António Costa Silva, présent parmi la foule la nuit du 11 novembre 1975 à Luanda, lorsque Agostinho Neto a proclamé l’indépendance de l’Angola, a rappelé ce « moment extraordinairement important ».

« Nous ne pouvons pas oublier que le régime colonial était un régime d’oppression du peuple angolais et que la libération était donc fondamentale pour favoriser le développement du pays », a-t-il souligné.

Cependant, 50 ans plus tard, l’Angola compte « environ 11,6 millions de personnes vivant dans l’extrême pauvreté » et, selon les indicateurs internationaux, « un taux de pauvreté multidimensionnelle très élevé », proche de 60%, a-t-il rappelé.

« Par conséquent, nous avons 20 millions de personnes qui ne disposent pas des conditions minimales pour subsister. Nous avons une économie informelle qui concerne 80% des personnes, ce qui correspond à environ 40% du PIB. Il est impressionnant qu’au bout de ces 50 ans, seuls 2,5 millions d’Angolais aient des emplois formels, avec des comptes bancaires et un accès au crédit », laissant de côté « la grande majorité de la population ».

Costa Silva dédie le livre « Angola aux Éclats – 50 ans après quel avenir? » (paru chez Guerra & Paz) au peuple angolais, « qui a été durement opprimé par le régime colonial portugais et qui n’a pas vu son existence s’améliorer au cours de ces 50 années d’indépendance ».

« L’avenir peut et doit être différent, mais il faut trouver la voie », affirme-t-il, exhortant les partis politiques angolais à placer l’intérêt national au centre de leurs préoccupations et à conclure des pactes dans trois domaines « transformatifs pour l’avenir »: l’éducation, la santé et la diversification de l’économie, jusqu’ici « complètement ancrée dans le pétrole ».

« S’ils ne le font pas, ils seront sévèrement pénalisés et il ne faut pas oublier qu’un pays très jeune a un potentiel élevé de contestation si les aspirations des jeunes ne sont pas satisfaites », a-t-il averti.
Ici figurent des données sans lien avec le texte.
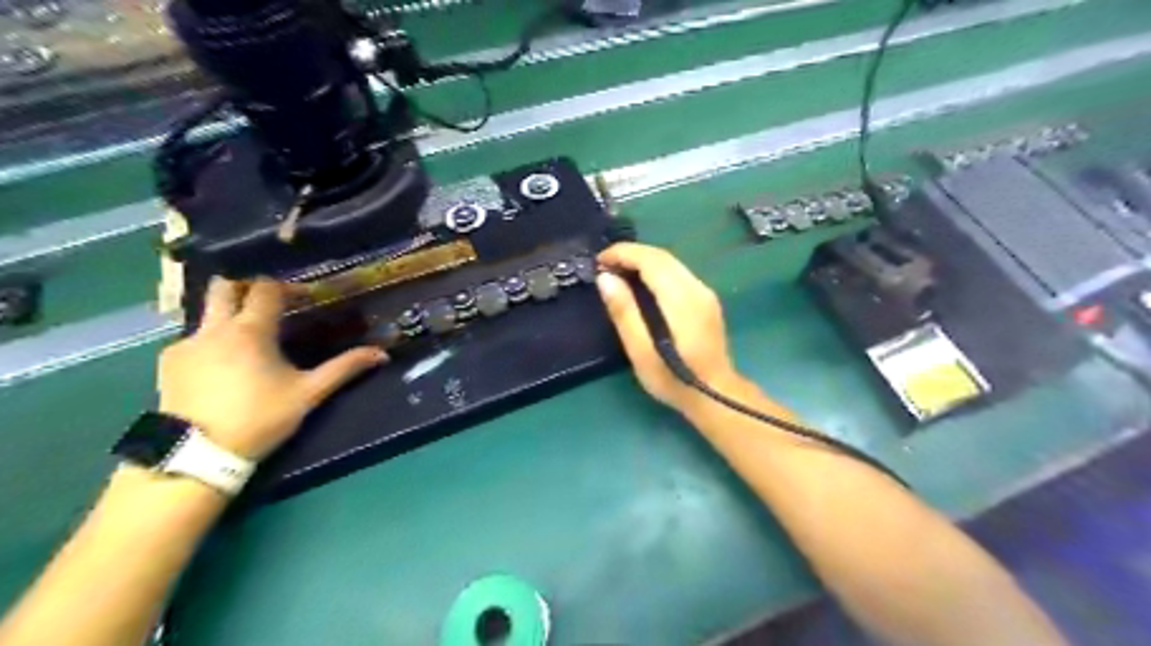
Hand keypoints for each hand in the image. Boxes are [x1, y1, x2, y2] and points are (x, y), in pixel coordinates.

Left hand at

Titulaire d’un diplôme en ingénierie minière, António Costa Silva, qui a milité dans les Comités Amílcar Cabral et l’Organisation Communiste d’Angola, a été emprisonné pendant près de trois ans à la prison de São Paulo, à Luanda, où il a été torturé par la police politique du MPLA. Il a poursuivi une carrière internationale dans le domaine du pétrole, ayant été invité par le Premier ministre de l’époque, António Costa, à préparer une Vision Stratégique pour le Plan de Relance Économique post-Covid, puis à assumer le poste de ministre de l’Économie et de la Mer.